### Input data
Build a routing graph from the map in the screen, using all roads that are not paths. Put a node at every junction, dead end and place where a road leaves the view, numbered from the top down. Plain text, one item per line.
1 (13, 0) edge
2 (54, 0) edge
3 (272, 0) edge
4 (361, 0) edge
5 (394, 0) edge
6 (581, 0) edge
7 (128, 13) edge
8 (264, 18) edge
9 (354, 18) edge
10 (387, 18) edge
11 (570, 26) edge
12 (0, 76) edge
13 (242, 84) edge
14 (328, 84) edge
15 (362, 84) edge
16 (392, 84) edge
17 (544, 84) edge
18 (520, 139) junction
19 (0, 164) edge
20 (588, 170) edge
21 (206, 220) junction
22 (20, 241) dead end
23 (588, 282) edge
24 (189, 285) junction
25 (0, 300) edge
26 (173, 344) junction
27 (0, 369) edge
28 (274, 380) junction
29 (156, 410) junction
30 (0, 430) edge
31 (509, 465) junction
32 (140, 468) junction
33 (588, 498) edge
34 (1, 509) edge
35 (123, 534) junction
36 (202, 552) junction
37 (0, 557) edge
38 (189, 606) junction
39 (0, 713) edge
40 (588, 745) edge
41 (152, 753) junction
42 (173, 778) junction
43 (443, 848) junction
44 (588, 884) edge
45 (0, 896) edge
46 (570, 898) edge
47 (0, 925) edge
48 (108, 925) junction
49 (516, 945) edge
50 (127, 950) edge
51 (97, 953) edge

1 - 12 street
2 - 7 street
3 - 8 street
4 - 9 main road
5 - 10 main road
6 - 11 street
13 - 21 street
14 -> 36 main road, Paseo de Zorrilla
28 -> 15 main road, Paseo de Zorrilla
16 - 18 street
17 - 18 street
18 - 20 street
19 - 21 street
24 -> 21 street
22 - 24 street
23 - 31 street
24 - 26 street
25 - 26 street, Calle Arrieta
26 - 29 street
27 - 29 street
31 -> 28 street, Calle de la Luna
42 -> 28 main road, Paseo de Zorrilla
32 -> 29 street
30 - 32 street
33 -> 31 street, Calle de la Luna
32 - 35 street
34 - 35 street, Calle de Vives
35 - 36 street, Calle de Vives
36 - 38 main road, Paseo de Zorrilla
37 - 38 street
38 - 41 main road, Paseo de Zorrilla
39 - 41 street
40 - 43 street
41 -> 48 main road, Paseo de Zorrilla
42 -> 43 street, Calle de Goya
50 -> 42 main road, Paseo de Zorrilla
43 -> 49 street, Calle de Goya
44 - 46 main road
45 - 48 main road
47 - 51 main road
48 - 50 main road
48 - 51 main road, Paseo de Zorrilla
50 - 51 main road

### Activity
Please go through the data and copy each line containing the word "Calle".

### Finished task
25 - 26 street, Calle Arrieta
31 -> 28 street, Calle de la Luna
33 -> 31 street, Calle de la Luna
34 - 35 street, Calle de Vives
35 - 36 street, Calle de Vives
42 -> 43 street, Calle de Goya
43 -> 49 street, Calle de Goya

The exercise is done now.